■ **Exercise aim**
In the following listing, find the lines containing "Left" and report them.

■ **Materials provided**
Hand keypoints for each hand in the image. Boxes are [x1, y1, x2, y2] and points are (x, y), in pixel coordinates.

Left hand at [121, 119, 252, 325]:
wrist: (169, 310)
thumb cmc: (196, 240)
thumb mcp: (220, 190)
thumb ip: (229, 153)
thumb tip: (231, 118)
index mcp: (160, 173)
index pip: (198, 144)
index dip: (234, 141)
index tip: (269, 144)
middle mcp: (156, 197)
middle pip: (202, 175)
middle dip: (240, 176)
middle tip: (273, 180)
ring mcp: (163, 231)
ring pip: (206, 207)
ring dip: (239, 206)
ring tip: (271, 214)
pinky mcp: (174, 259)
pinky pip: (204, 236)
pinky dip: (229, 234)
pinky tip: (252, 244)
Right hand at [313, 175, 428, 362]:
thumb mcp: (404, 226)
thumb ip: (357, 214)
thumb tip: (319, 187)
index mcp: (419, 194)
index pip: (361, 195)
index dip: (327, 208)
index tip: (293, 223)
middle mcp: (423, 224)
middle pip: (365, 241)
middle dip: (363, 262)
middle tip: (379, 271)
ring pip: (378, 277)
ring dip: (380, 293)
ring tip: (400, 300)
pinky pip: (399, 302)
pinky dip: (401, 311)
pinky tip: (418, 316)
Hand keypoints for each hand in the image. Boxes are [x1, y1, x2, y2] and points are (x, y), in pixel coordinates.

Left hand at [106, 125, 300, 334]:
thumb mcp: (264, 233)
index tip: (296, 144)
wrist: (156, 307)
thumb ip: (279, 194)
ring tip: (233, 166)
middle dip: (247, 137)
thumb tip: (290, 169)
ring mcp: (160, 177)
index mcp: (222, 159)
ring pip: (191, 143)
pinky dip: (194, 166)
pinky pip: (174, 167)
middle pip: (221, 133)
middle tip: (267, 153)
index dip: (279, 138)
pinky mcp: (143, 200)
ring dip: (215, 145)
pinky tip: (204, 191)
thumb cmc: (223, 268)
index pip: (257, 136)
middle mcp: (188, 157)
* * *
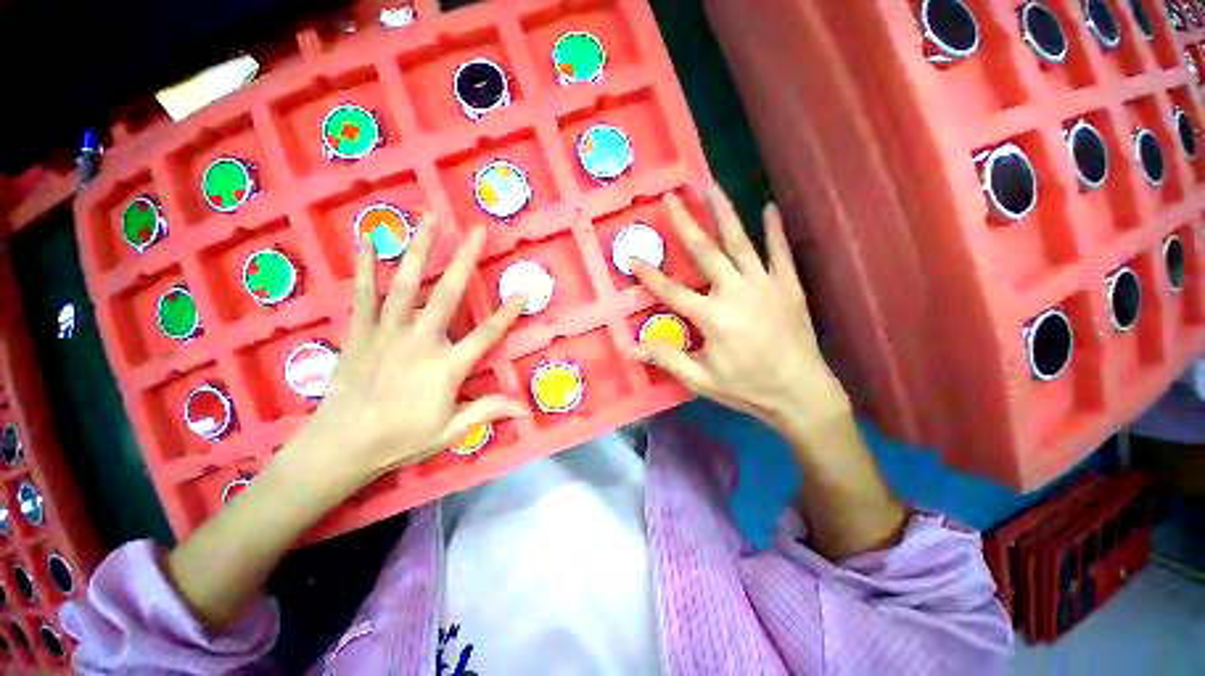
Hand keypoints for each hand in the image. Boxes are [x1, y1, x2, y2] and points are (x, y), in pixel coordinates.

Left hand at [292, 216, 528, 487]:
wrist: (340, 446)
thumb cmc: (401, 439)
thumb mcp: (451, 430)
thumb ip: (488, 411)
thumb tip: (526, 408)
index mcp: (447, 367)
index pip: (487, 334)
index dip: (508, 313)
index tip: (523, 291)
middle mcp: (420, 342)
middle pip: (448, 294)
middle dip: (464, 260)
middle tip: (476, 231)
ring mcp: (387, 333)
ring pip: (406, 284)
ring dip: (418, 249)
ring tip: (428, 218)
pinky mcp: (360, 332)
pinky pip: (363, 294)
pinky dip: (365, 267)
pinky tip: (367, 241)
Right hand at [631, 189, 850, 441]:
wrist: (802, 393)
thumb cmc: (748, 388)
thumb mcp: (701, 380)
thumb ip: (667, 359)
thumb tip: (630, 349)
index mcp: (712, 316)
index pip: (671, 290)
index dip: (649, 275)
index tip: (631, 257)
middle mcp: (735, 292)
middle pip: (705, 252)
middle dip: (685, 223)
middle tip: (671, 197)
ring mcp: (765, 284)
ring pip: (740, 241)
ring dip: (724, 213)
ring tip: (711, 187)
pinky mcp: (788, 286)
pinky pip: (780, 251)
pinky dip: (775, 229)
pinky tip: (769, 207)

■ **Completed exercise**
Left hand at [121, 119, 252, 325]:
Left hand at [106, 125, 300, 334]:
Left hand at [292, 216, 528, 487]:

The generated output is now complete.